**Your task**.
Only lines that contain the word "CHASE" are to be returned from the data below.

===== Supplied material

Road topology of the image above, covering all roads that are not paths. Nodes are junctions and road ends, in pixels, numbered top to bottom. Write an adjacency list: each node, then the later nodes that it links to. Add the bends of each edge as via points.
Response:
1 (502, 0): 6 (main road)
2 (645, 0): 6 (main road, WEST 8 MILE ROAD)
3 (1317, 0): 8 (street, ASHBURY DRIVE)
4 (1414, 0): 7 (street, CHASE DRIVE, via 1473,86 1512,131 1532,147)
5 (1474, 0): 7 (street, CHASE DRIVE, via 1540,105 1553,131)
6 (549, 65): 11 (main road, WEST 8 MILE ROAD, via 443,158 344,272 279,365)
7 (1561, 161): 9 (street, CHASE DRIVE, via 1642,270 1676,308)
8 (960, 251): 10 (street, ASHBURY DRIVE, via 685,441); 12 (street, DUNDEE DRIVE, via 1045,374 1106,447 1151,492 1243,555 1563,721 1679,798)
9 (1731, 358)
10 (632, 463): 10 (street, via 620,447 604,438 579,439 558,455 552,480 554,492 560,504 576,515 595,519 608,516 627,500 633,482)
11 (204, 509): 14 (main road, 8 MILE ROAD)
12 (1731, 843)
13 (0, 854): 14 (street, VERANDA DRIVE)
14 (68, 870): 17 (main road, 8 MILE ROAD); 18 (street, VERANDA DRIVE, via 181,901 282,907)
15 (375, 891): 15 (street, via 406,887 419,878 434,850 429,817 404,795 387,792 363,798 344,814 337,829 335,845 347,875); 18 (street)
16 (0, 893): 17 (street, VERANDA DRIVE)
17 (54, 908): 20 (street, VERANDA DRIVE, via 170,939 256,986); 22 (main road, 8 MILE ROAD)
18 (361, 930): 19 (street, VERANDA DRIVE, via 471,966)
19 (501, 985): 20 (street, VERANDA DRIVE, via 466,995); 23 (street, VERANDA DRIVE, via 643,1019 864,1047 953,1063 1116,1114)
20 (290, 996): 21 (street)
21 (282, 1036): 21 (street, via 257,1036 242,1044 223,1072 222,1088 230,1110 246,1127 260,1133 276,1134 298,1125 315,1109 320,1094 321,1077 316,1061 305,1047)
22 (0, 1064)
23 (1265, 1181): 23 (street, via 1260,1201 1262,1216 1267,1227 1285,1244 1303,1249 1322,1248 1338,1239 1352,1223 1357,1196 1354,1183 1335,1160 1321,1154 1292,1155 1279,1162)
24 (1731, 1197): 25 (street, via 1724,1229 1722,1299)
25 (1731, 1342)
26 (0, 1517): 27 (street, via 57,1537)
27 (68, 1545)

==========

**Task result**.
4 (1414, 0): 7 (street, CHASE DRIVE, via 1473,86 1512,131 1532,147)
5 (1474, 0): 7 (street, CHASE DRIVE, via 1540,105 1553,131)
7 (1561, 161): 9 (street, CHASE DRIVE, via 1642,270 1676,308)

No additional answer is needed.